Germany has long been a powerhouse of innovation and has bestowed upon the world the printing press, the automobile, the aspirin and other milestones of invention. And 100 years ago, a little school in the Thuringian countryside kick-started an aesthetic movement so globally influential that its reverberations are still felt today: the Bauhaus. Join the year-long birthday party of this midwife of modernism that was founded in Weimar in 1919, flourished in Dessau and was quashed by the Nazis in Berlin in 1933. Sparkling new museums are set to open in these three cities along with scores of related events and exhibitions held throughout Germany.
You can visit castles and cathedrals built before Columbus set sail or take in the latest trends in street art. Wherever you go, Germany is here to charm, enlighten and surprise you.
Since the fall of the Wall in 1989, Berlin has been on a breathless journey to turn itself into one of the world’s most vibrant capital cities. Go ahead and snap those selfies with the Reichstag, the Brandenburg Gate, Checkpoint Charlie and other famous landmarks. And yes, do stand in awe of the monumental antiquities in the Pergamon Museum or the eternal beauty of Queen Nefertiti at the Neues Museum. But then tap more deeply into this cauldron of cultural experimentation by checking out those ‘only-in-Berlin’ places.
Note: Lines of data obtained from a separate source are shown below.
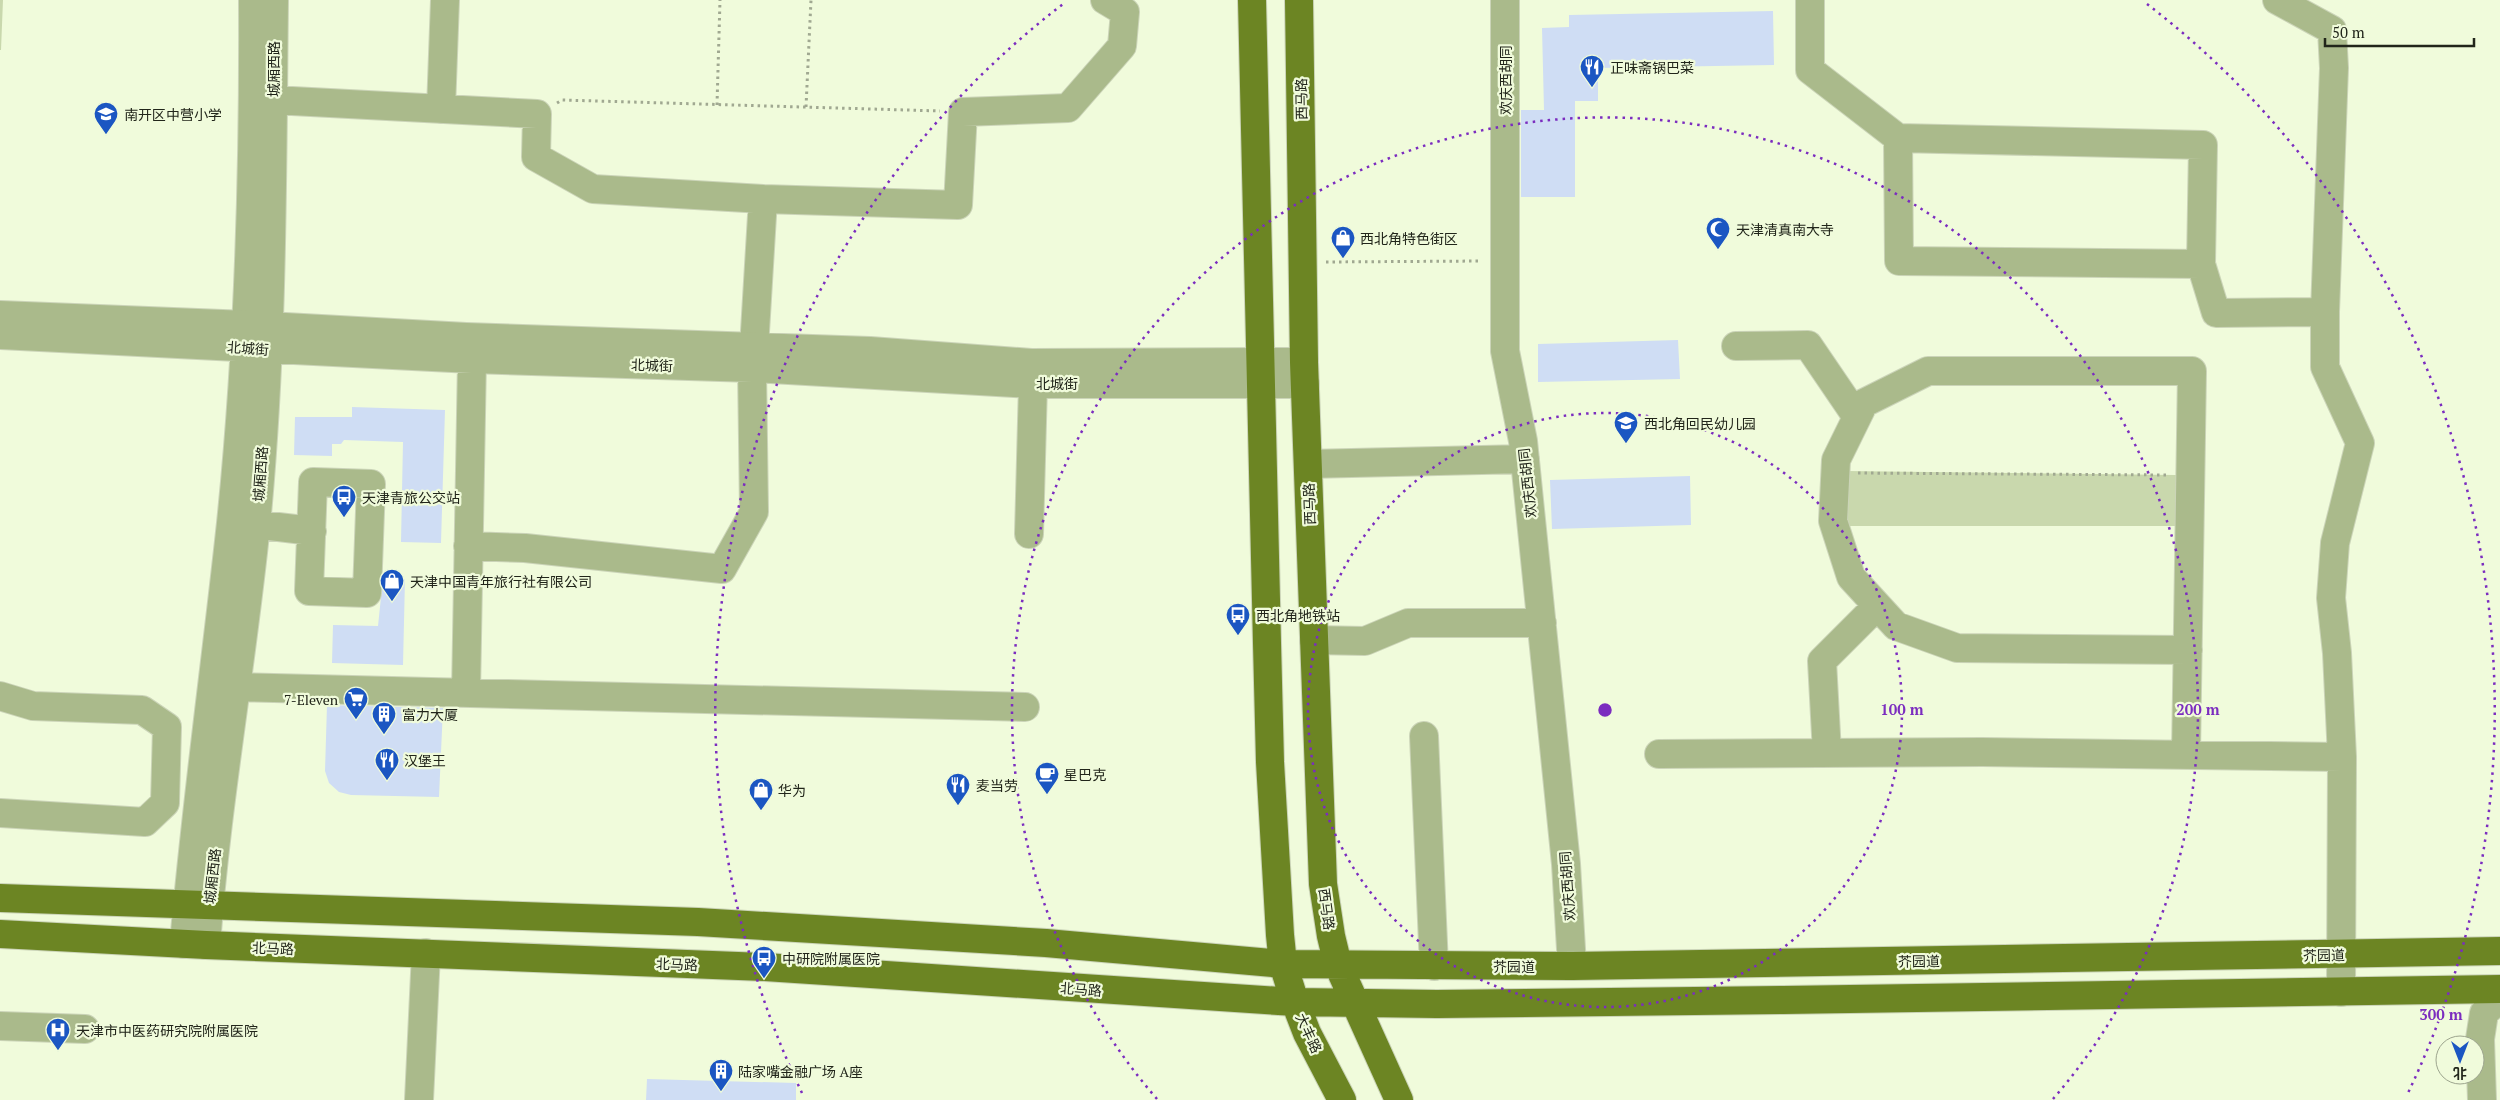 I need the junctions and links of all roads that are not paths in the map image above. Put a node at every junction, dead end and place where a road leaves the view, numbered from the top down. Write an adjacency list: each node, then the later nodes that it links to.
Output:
1 (253, 0): 18 (street, 城厢西路)
2 (274, 0): 10 (street, 城厢西路)
3 (446, 0): 11 (street)
4 (1105, 0): 13 (street)
5 (1252, 0): 22 (main road)
6 (1299, 0): 23 (main road, 西马路)
7 (1505, 0): 26 (street, 欢庆西胡同)
8 (1810, 0): 12 (street)
9 (2277, 0): 15 (street)
10 (273, 100): 11 (street); 18 (street, 城厢西路)
11 (441, 109): 13 (street)
12 (1898, 138): 14 (street); 14 (street)
13 (763, 199): 20 (street)
14 (2201, 264): 15 (street)
15 (2325, 312): 44 (street)
16 (0, 315): 18 (street, 北城街)
17 (0, 335): 18 (street, 北城街)
18 (258, 337): 20 (street, 北城街); 21 (street, 北城街); 28 (street, 城厢西路)
19 (1736, 346): 25 (street)
20 (753, 358): 21 (street, 北城街); 22 (street, 北城街); 24 (street, 北城街); 31 (street)
21 (472, 359): 31 (street)
22 (1261, 373): 23 (street, 北城街); 24 (street, 北城街); 53 (main road)
23 (1304, 373): 27 (main road, 西马路)
24 (1033, 384): 30 (street)
25 (1857, 417): 32 (street); 35 (street)
26 (1525, 459): 27 (street); 33 (street, 欢庆西胡同)
27 (1308, 464): 34 (main road, 西马路)
28 (243, 523): 29 (street); 36 (street, 城厢西路); 47 (street, 城厢西路)
29 (312, 531)
30 (1029, 534)
31 (468, 546): 37 (street)
32 (1877, 606): 35 (street); 41 (street)
33 (1542, 623): 34 (street); 56 (street, 欢庆西胡同)
34 (1314, 640): 54 (main road, 西马路)
35 (2188, 650): 43 (street)
36 (234, 687): 37 (street); 47 (street, 城厢西路)
37 (466, 693): 39 (street)
38 (0, 696): 45 (street)
39 (1025, 707)
40 (1424, 736): 55 (street)
41 (1826, 753): 42 (street); 43 (street)
42 (1659, 754)
43 (2186, 755): 44 (street)
44 (2342, 757): 52 (street)
45 (0, 813)
46 (0, 898): 47 (main road)
47 (198, 904): 49 (street, 城厢西路); 53 (main road)
48 (0, 934): 49 (main road, 北马路)
49 (195, 944): 51 (main road, 北马路)
50 (2500, 951): 52 (main road, 芥园道)
51 (426, 953): 60 (main road, 北马路); 64 (street)
52 (2341, 955): 56 (main road, 芥园道); 58 (street)
53 (1283, 964): 54 (main road); 60 (main road, 大丰路)
54 (1338, 965): 55 (main road, 芥园道); 61 (main road, 西马路)
55 (1434, 966): 56 (main road, 芥园道)
56 (1572, 966)
57 (2500, 988): 58 (main road)
58 (2341, 992): 61 (main road)
59 (2500, 998): 67 (street)
60 (1295, 1002): 61 (main road, 北马路); 65 (main road, 大丰路)
61 (1354, 1004): 66 (main road)
62 (0, 1026): 63 (street)
63 (85, 1029)
64 (419, 1100)
65 (1342, 1100)
66 (1399, 1100)
67 (2482, 1100)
Hit the Tempelhofer Feld, a former airport turned urban frolicking zone for everyone from kite-surfers to community gardeners. Across town, get a bead on the contemporary art scene at the Boros Collection in a WWII-era bunker or treat your ears to a concert at Silent Green, a crematorium reborn as a cultural centre. On a hot summer day, there are few better places for cooling off than the Badeschiff, a cargo barge up-cycled into a beach club. Or scope out Berlin’s vibrant street art scene on a walking tour led by an actual spray-can meister before popping into Urban Nation, the world’s first street art museum. All of Berlin itself is still an unfinished canvas.
Weimar & Dessau
The year was 1919. Germany was in turmoil, struggling deeply with post-WWI trauma and chaos. But order was restored in Weimar, an idyllic town in the Thuringian countryside. Not only did it give birth to the Weimar Republic, Germany’s first experiment with democracy, but also to the Bauhaus, the design school whose ‘less is more’ credo would revolutionise 20th-century aesthetics. A new museum in Weimar will soon pay tribute to this midwife of modernism that entered its seminal phase after moving to Dessau in 1925. In this city on the Elbe, you can take a spin around the original school building, then pop into the Meisterhäuser, the private homes of some of its famous teachers – Walter Gropius, Paul Klee and Wassily Kandinsky among them. Wrap up a Bauhaus tour in Berlin, where the school was quashed by the Nazis in 1932. Fortunately, plenty of modernist buildings survive, including the horseshoe-shaped Hufeisensiedlung, one of half a dozen 1920s housing estates granted Unesco world heritage status.
Germany’s second-biggest city is poised to blow you away, and not just because of the brisk North Sea winds. A trading powerhouse since the Middle Ages, Hamburg is a captivating mosaic of contemporary culture, architecture, music and wickedly fun nightlife. Start by scanning the city skyline from the outdoor viewing platform of the wave-inspired Elbphilharmonie, the city’s spectacular new concert hall and gateway to the HafenCity, a former docklands area turned futuristic waterfront quarter. Break for coffee in the canal-laced Speicherstadt, a Unesco-recognised warren of red-brick warehouses that also shelters the truly mesmerising Miniatur Wunderland, the world’s largest model railway. Grab a fish sandwich at Brücke 10 in the harbour and chase it down with a beer while counting container vessels from a beach chair in the funky StrandPauli bar.
No visit to Hamburg would be complete without a night on the Reeperbahn, Hamburg’s gloriously tawdry nightlife and red-light district where the Beatles once cut their teeth. Drift away from this neon-lit mecca of mischief to party with the locals, perhaps by catching an up-and-coming band at the Golden Pudel Club or sipping a smooth martini at Chug Club.
The Bavarian capital is always happy to deliver on the clichés visitors to Germany expect. Yes, Munich is indeed a city of Beemers, dirndls and beer halls with oompah bands. But beneath the cutesy veneer lies a sophisticated, proud and wealthy town.
Gobble up canvas candy from Rembrandt to Richter in the trio of Pinakothek museums or in the exquisite Lenbachhaus with its new Foster-designed wing. Connect with Germany’s soccer obsession by scoring tickets to a home game of the FC Bayern München, Germany’s superstar team that plays in the spectacular Allianz Arena. Gear heads should make a beeline to the BMW museum, plant and showroom while royal groupies can take a spin around the rambling Munich Residenz. Daredevils can surf the Eisbach wave or take a screaming zip line ride over the Olympic Stadium.